At the same time, however, there was an
irregular, informal channel of U.S. policy-making with respect to
Ukraine, one which included then-Special Envoy Kurt Volker, Ambassador
Sondland, Secretary of Energy Rick Perry, and as I subsequently learned,
Mr. Giuliani. I was clearly in the regular channel, but I was also in
the irregular one to the extent that Ambassadors Volker and Sondland
included me in certain conversations. Although this irregular channel
was well-connected in Washington, it operated mostly outside of official
State Department channels. This irregular channel began when Ambassador
Volker, Ambassador Sondland, Secretary Perry, and Senator Ron Johnson
briefed President Trump on May 23 upon their return from President
Zelenskyy’s inauguration. The delegation returned to Washington
enthusiastic about the new Ukrainian president and urged President Trump
to meet with him early on to cement the U.S.-Ukraine relationship.
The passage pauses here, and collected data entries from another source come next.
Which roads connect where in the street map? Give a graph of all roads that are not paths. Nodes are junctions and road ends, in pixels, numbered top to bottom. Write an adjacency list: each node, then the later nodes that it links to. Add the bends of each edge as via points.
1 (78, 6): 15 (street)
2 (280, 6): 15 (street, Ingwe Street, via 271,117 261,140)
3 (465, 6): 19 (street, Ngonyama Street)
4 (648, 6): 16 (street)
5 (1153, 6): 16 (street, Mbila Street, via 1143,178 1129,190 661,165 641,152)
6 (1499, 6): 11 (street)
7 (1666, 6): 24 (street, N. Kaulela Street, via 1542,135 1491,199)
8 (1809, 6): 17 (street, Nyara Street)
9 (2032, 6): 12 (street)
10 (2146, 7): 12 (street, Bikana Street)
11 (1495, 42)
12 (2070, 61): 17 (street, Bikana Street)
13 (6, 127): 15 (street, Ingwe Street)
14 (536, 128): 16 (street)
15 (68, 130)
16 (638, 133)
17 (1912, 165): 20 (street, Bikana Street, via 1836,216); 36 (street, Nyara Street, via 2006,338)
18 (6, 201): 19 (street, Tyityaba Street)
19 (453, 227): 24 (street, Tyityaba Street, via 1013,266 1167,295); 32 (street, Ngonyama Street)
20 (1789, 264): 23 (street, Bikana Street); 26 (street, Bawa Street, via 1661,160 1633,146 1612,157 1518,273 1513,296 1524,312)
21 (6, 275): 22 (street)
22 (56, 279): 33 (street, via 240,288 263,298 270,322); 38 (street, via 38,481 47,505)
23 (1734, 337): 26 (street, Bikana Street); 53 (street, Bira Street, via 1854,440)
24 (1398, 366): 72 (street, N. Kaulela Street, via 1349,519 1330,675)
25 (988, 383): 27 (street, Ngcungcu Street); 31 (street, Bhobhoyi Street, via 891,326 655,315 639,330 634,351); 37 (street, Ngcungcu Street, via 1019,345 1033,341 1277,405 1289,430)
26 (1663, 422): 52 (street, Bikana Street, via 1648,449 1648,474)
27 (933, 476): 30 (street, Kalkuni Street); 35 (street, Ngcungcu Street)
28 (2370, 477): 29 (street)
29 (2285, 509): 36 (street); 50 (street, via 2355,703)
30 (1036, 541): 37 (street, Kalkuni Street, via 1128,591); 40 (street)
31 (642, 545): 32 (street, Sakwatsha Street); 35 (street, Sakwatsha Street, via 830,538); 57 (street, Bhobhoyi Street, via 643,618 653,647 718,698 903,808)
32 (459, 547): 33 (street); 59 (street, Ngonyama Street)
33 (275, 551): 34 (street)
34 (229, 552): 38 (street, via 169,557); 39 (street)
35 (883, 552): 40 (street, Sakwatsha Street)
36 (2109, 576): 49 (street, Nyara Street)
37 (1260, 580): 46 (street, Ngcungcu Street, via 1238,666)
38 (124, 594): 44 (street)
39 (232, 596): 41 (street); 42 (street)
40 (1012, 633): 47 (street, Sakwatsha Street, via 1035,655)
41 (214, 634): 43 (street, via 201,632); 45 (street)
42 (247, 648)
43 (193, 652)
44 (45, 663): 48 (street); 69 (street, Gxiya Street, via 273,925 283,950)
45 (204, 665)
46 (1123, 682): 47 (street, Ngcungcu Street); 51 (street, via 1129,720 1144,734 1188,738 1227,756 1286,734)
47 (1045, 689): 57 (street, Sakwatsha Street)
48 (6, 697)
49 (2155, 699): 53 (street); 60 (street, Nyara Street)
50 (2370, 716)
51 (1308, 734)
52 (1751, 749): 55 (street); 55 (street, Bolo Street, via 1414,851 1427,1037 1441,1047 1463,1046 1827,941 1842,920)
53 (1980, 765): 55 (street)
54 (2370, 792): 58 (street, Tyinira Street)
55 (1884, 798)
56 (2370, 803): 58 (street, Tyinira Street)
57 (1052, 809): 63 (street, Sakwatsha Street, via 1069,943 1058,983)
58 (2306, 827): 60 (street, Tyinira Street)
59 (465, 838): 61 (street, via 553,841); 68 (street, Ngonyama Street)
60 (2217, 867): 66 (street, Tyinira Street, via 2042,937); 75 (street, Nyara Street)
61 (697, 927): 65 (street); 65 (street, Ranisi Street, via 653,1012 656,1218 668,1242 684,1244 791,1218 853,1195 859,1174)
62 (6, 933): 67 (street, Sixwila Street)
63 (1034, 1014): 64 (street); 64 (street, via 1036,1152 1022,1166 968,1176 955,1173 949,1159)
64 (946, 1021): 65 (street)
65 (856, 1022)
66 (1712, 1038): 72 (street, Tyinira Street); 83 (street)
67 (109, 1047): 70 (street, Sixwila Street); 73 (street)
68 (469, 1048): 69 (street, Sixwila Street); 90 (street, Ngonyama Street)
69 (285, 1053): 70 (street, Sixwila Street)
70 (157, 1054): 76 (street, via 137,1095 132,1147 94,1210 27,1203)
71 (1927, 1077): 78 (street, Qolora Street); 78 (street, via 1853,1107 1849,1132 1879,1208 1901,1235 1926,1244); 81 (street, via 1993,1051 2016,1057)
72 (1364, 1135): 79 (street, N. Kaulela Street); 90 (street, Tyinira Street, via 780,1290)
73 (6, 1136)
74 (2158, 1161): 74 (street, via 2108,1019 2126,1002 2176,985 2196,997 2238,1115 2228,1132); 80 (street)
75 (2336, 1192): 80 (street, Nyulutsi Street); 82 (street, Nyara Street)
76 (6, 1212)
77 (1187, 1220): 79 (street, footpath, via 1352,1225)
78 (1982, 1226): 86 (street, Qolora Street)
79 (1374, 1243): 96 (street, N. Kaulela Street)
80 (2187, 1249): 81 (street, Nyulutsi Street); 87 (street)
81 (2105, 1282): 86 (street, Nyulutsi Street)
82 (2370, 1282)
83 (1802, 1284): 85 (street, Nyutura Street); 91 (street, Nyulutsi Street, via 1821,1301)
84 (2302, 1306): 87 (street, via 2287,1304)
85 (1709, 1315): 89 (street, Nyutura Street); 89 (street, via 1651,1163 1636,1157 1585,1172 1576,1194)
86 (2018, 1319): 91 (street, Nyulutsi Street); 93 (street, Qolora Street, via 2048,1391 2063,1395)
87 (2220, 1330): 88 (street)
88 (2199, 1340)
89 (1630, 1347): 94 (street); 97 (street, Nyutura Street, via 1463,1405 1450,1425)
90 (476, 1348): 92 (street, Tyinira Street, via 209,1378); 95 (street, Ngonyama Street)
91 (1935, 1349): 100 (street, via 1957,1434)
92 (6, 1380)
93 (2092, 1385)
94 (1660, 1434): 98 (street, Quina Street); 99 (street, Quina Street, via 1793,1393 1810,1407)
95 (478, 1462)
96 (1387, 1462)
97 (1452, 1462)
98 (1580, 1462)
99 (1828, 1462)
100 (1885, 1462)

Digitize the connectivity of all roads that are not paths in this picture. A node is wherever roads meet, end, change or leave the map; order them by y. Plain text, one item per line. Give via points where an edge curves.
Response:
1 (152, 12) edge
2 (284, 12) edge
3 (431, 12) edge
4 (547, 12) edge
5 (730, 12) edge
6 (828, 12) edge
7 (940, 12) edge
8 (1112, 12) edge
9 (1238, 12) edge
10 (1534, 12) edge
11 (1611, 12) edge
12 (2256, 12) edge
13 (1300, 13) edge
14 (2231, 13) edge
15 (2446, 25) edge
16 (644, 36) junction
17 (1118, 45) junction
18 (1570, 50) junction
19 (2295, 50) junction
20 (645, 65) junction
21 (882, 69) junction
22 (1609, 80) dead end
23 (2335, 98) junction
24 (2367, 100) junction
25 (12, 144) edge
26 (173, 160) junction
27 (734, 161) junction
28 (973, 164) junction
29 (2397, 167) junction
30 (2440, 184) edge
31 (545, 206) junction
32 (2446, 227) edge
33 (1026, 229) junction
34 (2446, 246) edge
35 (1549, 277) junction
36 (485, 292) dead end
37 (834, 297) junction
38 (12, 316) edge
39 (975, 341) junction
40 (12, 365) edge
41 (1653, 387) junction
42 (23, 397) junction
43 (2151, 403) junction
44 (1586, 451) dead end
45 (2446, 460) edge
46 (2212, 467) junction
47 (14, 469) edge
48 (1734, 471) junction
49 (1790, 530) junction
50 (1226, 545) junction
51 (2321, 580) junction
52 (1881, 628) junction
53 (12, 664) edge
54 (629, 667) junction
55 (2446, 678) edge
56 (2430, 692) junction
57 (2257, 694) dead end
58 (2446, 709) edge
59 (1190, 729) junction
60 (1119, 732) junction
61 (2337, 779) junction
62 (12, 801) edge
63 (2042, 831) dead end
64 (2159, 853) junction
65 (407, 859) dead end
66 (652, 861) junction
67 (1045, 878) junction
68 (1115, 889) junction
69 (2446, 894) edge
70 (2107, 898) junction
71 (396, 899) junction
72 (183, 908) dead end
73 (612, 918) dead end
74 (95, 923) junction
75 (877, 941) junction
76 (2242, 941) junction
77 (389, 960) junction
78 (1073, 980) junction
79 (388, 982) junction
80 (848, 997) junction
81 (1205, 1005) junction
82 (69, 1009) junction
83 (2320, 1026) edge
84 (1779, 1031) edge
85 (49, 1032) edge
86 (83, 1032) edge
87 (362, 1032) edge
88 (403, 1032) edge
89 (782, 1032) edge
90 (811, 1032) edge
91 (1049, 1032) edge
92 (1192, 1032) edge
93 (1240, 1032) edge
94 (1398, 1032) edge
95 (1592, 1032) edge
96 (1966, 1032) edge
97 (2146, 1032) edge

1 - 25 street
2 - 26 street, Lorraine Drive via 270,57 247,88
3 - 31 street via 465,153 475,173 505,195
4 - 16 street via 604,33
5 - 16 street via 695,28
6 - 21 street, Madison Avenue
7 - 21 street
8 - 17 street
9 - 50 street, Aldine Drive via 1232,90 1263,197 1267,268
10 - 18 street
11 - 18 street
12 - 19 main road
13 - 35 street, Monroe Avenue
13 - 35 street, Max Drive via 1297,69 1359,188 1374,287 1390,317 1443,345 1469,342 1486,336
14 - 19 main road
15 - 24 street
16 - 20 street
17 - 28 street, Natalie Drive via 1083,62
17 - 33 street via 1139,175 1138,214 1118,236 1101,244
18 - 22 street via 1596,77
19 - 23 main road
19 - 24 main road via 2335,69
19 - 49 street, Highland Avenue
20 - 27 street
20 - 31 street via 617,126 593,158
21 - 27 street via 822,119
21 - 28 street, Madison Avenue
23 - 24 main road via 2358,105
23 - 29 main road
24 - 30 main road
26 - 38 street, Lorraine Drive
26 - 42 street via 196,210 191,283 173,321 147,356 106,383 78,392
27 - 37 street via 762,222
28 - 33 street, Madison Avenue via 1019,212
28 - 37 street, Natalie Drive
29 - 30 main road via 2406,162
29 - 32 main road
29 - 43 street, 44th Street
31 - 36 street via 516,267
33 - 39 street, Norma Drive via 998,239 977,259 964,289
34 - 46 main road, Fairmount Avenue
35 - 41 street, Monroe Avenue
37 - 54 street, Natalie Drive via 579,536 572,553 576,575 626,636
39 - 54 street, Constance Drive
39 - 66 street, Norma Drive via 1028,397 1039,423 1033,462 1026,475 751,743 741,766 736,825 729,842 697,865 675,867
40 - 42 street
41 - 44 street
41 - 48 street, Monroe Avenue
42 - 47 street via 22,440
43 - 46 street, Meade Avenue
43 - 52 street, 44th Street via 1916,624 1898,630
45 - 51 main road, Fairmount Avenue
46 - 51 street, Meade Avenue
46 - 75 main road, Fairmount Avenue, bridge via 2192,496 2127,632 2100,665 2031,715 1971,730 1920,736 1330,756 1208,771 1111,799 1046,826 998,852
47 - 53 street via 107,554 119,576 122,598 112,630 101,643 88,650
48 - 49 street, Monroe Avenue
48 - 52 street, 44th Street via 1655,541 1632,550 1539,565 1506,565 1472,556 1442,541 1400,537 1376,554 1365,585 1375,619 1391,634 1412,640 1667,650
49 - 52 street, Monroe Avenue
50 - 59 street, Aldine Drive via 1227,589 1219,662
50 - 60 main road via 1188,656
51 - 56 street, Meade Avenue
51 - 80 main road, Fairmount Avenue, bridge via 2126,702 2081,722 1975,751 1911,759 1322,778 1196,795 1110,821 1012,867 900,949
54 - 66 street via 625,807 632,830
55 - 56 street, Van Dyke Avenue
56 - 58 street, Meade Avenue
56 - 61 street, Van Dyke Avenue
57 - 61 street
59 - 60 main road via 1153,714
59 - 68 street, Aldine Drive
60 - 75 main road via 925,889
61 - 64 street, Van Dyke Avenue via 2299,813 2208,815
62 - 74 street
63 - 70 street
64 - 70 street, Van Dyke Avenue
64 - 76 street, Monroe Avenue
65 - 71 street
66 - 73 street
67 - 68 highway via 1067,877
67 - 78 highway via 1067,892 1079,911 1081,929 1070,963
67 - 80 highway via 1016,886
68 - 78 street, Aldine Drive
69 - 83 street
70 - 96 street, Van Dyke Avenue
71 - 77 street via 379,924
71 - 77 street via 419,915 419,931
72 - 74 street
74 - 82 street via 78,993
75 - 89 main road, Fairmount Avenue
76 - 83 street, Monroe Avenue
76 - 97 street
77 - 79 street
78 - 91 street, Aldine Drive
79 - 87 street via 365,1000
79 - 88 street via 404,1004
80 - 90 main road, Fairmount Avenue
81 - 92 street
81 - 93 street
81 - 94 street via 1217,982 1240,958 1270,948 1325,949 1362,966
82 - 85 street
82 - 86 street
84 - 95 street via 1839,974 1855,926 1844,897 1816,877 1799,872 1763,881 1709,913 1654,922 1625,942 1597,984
But
from what I understood, President Trump did not share their enthusiasın
for a meeting with Mr. Zelenskyy.
When I first arrived in Kyiv, in
June and July, the actions of both the regular and the irregular
channels of foreign policy served the same goal — a strong U.S.-
4
Ukraine
partnership — but it became clear to me by August that the channels had
diverged in their objectives. As this occurred, I became increasingly
concerned.
In late June, one the goals of both channels was to
facilitate a visit by President Zelenskyy to the White House for a
meeting with President Trump, which President Trump had promised in his
congratulatory letter of May 29. The Ukrainians were clearly eager for
the meeting to happen. During a conference call with Ambassador Volker,
Acting Assistant Secretary of State for European and Eurasian Affairs
Phil Reeker, Secretary Perry, Ambassador Sondland, and Counselor of the
U.S. Department of State Ulrich Brechbuhl on June 18, it was clear that a
meeting between the two presidents was an agreed-upon goal.
But
during my subsequent communications with Ambassadors Volker and
Sondland, they relayed to me that the President “wanted to hear from
Zelenskyy” before scheduling the meeting in the Oval Office. It was not
clear to me what this meant.
On June 27, Ambassador Sondland told
me during a phone conversation that President Zelenskyy needed to make
clear to President Trump that he, President Zelenskyy, was not standing
in the way of “investigations.”
I sensed something odd when
Ambassador Sondland told me on June 28 that he did not wish to include
most of the regular interagency participants in a call planned with
President Zelenskyy later that day. Ambassador Sondland, Ambassador
Volker, Secretary Perry, and I were on this call, dialing in from
different locations. However, Ambassador Sondland said that he wanted to
make sure no one was transcribing or monitoring as they added President
Zelenskyy to the call. Also, before President Zelenskyy joined the
call, Ambassador Volker separately told the U.S. participants that he,
Ambassador Volker, planned to be explicit with President Zelenskyy in a
one-on-one meeting in Toronto on July 2 about what President Zelenskyy
should do to get the White House meeting. Again, it was not clear to me
on that call what this meant, but Ambassador Volker noted that he would
relay that President Trump wanted to see rule of law, transparency, but
also, specifically, cooperation on investigations to “get to the bottom
of things.” Once President Zelenskyy joined the call, the conversation
was focused on energy policy and the Stanytsia-Luhanska bridge.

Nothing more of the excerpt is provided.